For my part, I experienced VR travel in 2015, using Oculus to demo a short tour of the north coast of Vancouver, British Columbia. The demo was beautiful and looked similar to the real place I visited four years later. In other ways, though, there was little comparison. Part of the difference was sensual: the air was cold on my skin, and I could touch the water. But much of the difference was the specificity of my actual visit. In person, the experience was happening only to me; I had full control over what I could hear and see—and if I wanted, I could see and choose something else.

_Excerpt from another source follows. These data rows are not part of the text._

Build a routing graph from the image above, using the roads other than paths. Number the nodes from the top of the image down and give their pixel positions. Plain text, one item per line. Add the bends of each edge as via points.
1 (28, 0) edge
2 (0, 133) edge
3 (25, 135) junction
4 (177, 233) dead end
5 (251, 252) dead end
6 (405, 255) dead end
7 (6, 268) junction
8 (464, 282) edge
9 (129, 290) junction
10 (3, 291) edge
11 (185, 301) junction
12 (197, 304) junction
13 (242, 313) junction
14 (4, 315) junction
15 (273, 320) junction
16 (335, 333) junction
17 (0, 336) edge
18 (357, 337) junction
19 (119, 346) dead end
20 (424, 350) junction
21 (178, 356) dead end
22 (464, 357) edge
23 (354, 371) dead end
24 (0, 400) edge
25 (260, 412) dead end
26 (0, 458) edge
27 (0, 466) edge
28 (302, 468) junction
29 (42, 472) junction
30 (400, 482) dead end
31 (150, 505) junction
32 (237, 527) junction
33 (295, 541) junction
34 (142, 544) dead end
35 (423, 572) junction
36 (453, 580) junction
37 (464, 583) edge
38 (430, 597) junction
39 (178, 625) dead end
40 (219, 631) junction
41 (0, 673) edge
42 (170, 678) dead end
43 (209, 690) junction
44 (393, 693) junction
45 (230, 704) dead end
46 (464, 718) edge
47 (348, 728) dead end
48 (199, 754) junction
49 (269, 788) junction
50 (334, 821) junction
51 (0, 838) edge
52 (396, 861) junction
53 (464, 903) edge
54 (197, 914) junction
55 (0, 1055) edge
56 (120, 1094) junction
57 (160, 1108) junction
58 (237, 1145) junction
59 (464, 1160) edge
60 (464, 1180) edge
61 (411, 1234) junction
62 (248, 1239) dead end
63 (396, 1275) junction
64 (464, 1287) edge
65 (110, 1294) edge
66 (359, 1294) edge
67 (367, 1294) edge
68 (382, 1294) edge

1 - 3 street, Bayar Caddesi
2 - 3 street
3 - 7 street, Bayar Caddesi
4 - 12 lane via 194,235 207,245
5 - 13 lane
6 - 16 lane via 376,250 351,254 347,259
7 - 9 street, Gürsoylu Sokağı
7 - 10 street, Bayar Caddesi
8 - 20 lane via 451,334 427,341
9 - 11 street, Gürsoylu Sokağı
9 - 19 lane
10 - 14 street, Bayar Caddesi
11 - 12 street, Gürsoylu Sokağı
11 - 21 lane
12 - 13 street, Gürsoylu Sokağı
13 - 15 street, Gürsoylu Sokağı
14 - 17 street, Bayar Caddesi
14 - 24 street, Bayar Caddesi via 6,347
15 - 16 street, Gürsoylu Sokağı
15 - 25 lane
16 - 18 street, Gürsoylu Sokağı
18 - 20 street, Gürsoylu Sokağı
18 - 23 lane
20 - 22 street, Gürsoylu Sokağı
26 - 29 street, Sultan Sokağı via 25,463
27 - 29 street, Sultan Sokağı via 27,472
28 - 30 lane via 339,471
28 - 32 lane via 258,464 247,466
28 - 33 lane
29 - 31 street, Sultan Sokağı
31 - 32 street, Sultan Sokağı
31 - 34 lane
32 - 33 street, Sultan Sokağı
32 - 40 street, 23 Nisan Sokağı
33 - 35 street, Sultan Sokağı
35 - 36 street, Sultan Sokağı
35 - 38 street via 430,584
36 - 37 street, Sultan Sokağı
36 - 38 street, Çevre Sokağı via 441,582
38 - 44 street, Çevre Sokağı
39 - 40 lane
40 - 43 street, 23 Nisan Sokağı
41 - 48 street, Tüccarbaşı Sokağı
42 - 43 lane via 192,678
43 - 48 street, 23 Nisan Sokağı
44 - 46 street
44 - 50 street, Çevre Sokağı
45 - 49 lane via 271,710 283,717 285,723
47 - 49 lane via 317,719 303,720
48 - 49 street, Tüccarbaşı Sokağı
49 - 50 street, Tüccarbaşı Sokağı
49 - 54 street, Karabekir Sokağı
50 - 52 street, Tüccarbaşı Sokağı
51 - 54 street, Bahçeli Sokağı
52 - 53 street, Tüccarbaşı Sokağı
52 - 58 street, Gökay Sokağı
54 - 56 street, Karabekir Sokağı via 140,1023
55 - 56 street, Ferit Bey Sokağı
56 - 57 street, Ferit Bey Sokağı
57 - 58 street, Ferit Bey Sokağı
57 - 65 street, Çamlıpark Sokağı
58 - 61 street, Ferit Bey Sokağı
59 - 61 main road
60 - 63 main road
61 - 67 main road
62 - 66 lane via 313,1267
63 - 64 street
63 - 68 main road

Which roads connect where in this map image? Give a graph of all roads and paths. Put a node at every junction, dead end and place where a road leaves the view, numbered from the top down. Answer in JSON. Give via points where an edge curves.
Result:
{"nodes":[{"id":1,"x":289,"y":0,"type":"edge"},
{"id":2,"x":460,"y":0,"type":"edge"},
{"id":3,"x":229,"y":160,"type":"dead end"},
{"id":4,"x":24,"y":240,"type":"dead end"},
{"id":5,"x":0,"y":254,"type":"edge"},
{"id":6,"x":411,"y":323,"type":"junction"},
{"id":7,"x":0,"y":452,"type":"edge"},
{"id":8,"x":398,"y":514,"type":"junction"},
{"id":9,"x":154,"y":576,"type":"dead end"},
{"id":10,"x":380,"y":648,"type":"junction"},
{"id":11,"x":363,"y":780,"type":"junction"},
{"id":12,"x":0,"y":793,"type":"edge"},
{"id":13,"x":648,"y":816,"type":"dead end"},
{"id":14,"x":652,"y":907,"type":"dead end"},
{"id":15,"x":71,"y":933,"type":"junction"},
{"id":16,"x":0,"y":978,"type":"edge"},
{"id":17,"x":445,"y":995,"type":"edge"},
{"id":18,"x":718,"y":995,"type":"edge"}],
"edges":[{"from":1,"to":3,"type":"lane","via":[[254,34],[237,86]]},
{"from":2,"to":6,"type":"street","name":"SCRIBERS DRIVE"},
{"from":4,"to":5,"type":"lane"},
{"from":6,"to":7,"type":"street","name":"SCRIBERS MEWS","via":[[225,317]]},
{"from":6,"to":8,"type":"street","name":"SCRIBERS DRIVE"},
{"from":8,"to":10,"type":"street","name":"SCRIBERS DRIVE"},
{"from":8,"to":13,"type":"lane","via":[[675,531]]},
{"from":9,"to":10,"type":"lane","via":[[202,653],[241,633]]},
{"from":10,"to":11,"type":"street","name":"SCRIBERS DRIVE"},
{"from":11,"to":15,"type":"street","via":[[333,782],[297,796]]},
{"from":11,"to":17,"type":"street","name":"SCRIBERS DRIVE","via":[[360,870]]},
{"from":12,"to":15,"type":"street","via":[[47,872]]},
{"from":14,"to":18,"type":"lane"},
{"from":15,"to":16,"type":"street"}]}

Virtual reality may never replace traditional travel, but it offers intriguing possibilities. If the technology becomes sophisticated enough, the more environmentally conscious among us—especially those aiming to reduce our carbon footprint (or people sensitive to flight-shaming)—might prefer this escape. VR travel does bring parts of the world to people who are physically unable to visit certain landmarks. Most of all, it could help bring people to places that are otherwise inaccessible.
Southern France is the site of some of the world’s earliest cave paintings, which are closed to the public because the Palaeolithic works are so delicate. Yet, a complete replica is on view only four miles from the original. Ramirez suggests that virtual reality could be applied in a similar way—and an even more accessible way—to sites worldwide. Hollister, from Global Data, agrees that VR can play a unique role in recreating historic attractions. Kondruk, the CEO of Ascape, says that the company has been working with Vietravel, a major Vietnamese travel agency, on playing areas of the country where the government has limited tourist travel.